Given records -
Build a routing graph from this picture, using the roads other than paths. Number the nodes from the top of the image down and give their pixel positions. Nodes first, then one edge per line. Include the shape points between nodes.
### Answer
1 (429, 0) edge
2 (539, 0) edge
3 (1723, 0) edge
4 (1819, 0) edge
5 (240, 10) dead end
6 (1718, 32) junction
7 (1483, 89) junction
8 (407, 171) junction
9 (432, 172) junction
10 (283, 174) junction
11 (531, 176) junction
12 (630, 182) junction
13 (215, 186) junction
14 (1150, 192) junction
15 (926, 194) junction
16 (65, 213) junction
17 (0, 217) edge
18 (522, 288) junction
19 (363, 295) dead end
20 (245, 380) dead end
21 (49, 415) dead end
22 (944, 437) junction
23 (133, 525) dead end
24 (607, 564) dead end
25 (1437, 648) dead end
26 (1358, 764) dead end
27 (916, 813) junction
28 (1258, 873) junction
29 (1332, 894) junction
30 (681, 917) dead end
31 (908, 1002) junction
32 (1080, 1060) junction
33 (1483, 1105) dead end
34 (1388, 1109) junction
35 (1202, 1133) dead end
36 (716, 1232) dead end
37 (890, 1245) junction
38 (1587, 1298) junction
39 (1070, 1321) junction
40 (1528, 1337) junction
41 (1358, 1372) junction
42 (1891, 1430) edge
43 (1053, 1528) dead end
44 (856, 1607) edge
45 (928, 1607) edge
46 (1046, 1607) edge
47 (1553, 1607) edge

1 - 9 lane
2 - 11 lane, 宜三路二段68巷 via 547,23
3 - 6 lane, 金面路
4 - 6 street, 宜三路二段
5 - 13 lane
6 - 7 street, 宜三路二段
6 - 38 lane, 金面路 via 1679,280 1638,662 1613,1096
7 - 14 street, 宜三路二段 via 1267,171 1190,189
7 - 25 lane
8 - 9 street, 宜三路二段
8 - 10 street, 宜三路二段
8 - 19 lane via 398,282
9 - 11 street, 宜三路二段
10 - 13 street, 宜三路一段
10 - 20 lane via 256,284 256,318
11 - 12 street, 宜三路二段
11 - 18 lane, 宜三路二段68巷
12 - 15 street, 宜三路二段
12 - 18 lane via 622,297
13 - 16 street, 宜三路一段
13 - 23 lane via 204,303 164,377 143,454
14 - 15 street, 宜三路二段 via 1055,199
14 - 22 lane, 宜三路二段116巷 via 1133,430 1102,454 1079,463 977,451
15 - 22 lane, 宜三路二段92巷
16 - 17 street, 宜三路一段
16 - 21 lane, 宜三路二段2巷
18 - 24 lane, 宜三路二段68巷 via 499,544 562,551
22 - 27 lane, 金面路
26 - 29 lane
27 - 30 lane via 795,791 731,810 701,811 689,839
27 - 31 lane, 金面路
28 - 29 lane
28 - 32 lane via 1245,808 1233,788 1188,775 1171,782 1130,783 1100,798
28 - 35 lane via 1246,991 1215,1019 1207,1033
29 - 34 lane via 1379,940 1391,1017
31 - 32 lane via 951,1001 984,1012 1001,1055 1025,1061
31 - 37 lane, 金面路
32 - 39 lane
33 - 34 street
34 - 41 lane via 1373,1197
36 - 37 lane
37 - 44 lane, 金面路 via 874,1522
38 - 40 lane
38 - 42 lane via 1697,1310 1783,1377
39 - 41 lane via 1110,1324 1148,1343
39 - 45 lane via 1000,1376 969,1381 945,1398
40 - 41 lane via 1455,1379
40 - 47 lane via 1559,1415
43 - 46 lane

Work to be completed - Report each line above containing the string "edge".

Your response -
Build a routing graph from this picture, using the roads other than paths. Number the nodes from the top of the image down and give their pixel positions. Nodes first, then one edge per line. Include the shape points between nodes.
1 (429, 0) edge
2 (539, 0) edge
3 (1723, 0) edge
4 (1819, 0) edge
17 (0, 217) edge
42 (1891, 1430) edge
44 (856, 1607) edge
45 (928, 1607) edge
46 (1046, 1607) edge
47 (1553, 1607) edge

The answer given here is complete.